By: Bob Kernen
Choosing someone to help you plan and execute your mobile strategy can be daunting. If you’re like most media or agency people you mostly know about mobile as a user. You may be super-smart about digital in general, but mobile is a challenging beast. So before you make a decision about the company you want to develop your mobile strategy, you should ask them these five key questions:
- Which platforms do they develop for? This is such an important question because you want to make sure your app is widely distributed without paying a lot extra for tiny slices of the consumer market. Most developers will offer iOS (iPhone) and Android development. With these two platforms your app will be available to well over 95% of the users in North America. Some firms will also offer support for Windows Phone or even Amazon devices, but these devices make up a very small proportion of the devices in the market, so you’re paying a lot for not a lot of gain. If you’re in Europe or Asia, Windows Phone may make more sense to have.
- Where is the development being done? Lots of firms “offshore” their development to far away places like India, China, Pakistan and eastern Europe. Nothing wrong with that, inherently, but it can complicate your project, as a lot of the work will be done by people who may have little understanding of your market, and things like changes and edits may have to be done “overnight” due to time differences. The key to a successful “offshore” project is who is managing the project from “onshore.” So you should make sure that the company has the personnel and the track record of managing these types of projects.

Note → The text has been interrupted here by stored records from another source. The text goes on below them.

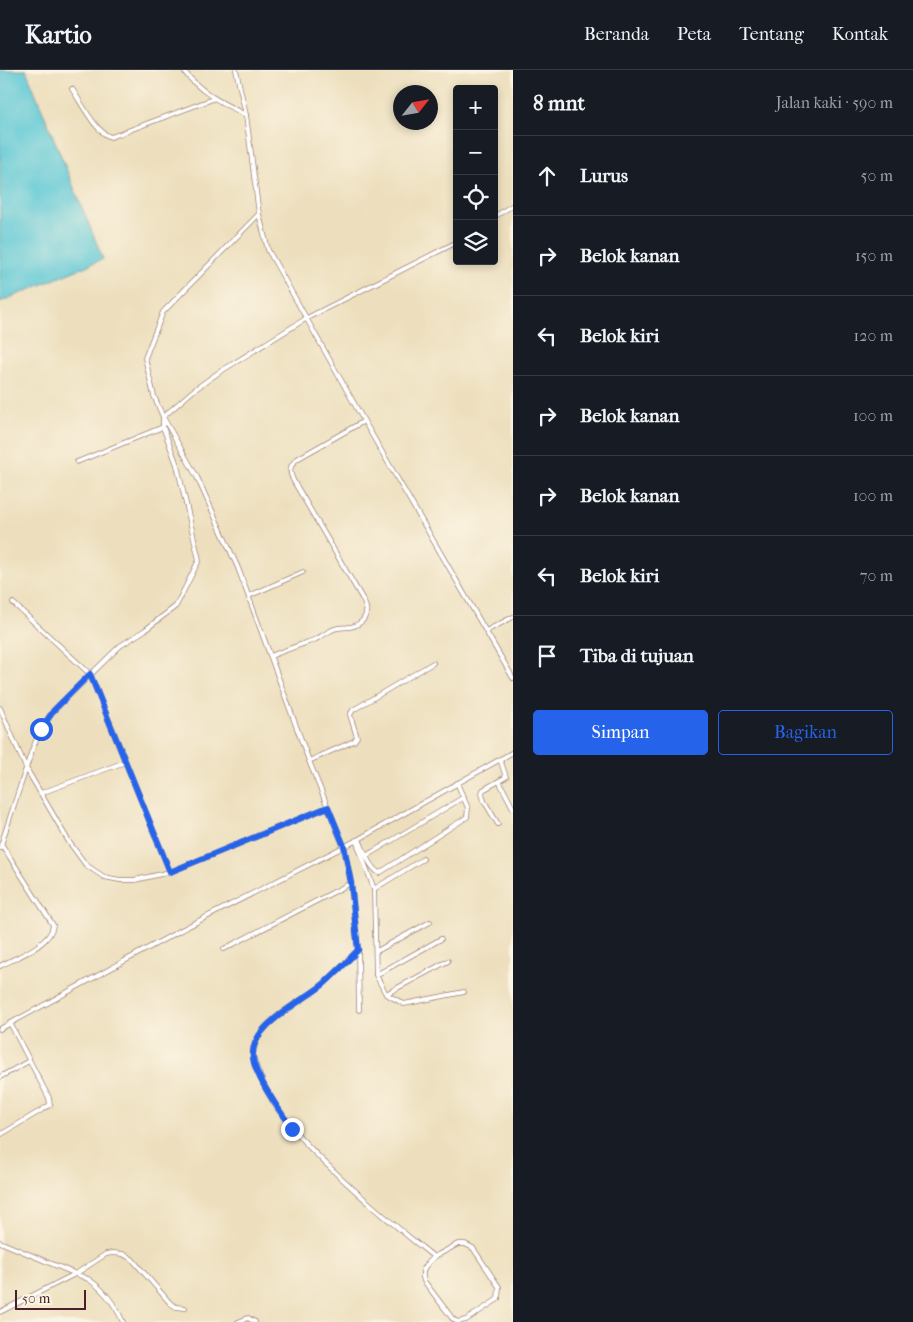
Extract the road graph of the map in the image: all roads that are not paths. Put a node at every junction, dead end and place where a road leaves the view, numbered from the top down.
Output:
1 (183, 70) edge
2 (236, 70) edge
3 (72, 89) dead end
4 (213, 98) junction
5 (246, 115) junction
6 (513, 205) edge
7 (258, 214) junction
8 (498, 214) edge
9 (453, 244) edge
10 (307, 318) junction
11 (162, 417) junction
12 (364, 421) junction
13 (164, 427) junction
14 (77, 462) dead end
15 (303, 572) dead end
16 (249, 596) junction
17 (13, 603) dead end
18 (513, 617) edge
19 (486, 631) junction
20 (271, 656) junction
21 (434, 663) dead end
22 (90, 674) junction
23 (513, 678) edge
24 (0, 708) edge
25 (513, 752) edge
26 (500, 759) junction
27 (125, 762) junction
28 (309, 762) junction
29 (26, 768) junction
30 (499, 781) junction
31 (457, 783) junction
32 (41, 793) junction
33 (464, 797) junction
34 (328, 807) junction
35 (513, 808) edge
36 (498, 824) dead end
37 (357, 839) junction
38 (1, 846) edge
39 (344, 846) junction
40 (366, 856) junction
41 (423, 859) dead end
42 (170, 872) junction
43 (351, 883) junction
44 (374, 889) junction
45 (430, 922) dead end
46 (441, 939) dead end
47 (224, 949) dead end
48 (358, 950) junction
49 (377, 952) junction
50 (448, 962) dead end
51 (0, 966) edge
52 (376, 975) junction
53 (464, 992) dead end
54 (386, 994) junction
55 (359, 1010) dead end
56 (10, 1023) junction
57 (0, 1029) edge
58 (29, 1060) junction
59 (0, 1077) edge
60 (0, 1135) edge
61 (0, 1242) edge
62 (434, 1257) junction
63 (76, 1273) junction
64 (185, 1308) dead end
65 (0, 1312) edge
66 (123, 1322) edge
67 (238, 1322) edge
68 (255, 1322) edge

1 - 4 lane
2 - 5 lane
3 - 4 lane
4 - 5 lane
5 - 7 lane
6 - 8 lane
7 - 10 lane
7 - 11 lane
9 - 10 lane
10 - 11 lane
10 - 12 lane
11 - 13 lane
11 - 16 lane
12 - 19 lane
12 - 20 lane
13 - 14 lane
13 - 22 lane
15 - 16 lane
16 - 20 lane
17 - 22 lane
18 - 19 lane
19 - 23 lane
20 - 28 lane
21 - 28 lane
22 - 27 lane
22 - 29 lane
24 - 29 lane
25 - 26 lane
26 - 30 lane
26 - 31 lane
27 - 32 lane
27 - 42 lane
28 - 34 lane
29 - 32 lane
29 - 38 lane
30 - 35 lane
30 - 36 lane
31 - 33 lane
31 - 37 lane
32 - 42 lane
33 - 40 lane
33 - 40 lane
34 - 39 lane
34 - 42 lane
37 - 39 lane
37 - 40 lane
37 - 44 lane
38 - 51 lane
39 - 43 lane
39 - 56 lane
41 - 44 lane
43 - 47 lane
43 - 48 lane
44 - 49 lane
45 - 49 lane
46 - 52 lane
48 - 55 lane
48 - 62 lane
49 - 52 lane
50 - 54 lane
52 - 54 lane
53 - 54 lane
56 - 57 lane
56 - 58 lane
58 - 59 lane
58 - 60 lane
61 - 63 lane
62 - 62 lane
63 - 64 lane
63 - 65 lane
63 - 66 lane
67 - 68 lane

- How do they support your apps? Mobile is a fast-changing, dynamic environment and it is anything but a set-it-and-forget-it proposition. Your mobile development partner should be capable and ready to support your app as things like operating systems and devices change. Several times a year Apple and Google will make updates to their respective OSs and those changes can cause problems with your app. The developer should be taking care of those problems without having to charge you for every minor update. Also, new devices can cause issues and your developer should be prepared to support any device with more than 5% market share.
- How does your app work with new things like cars, TVs and watches? Apps are now for more than just phones. Lots of new devices offer apps, and your app developer should be able to deliver for you on these platforms if your client needs them to. If your client has a lot of video content, a smart TV app might make sense, and extensions for watches, and cars should definitely be a part of your app’s capabilities.
- What services do they provide beyond writing code? Top notch developers are obviously a must, but it’s important that you know what else you’re getting. Does your developer have designers (user interface as well as graphic), client support people, project managers and other strategists who can make sure that you don’t just end up with an app, but with the right app.
There are surely lots of other questions, but these should help you narrow your search. If you want input on your mobile strategy contact Beth Ayers or Bob Kernen at 248-353-9030, or email firstname.lastname@example.org.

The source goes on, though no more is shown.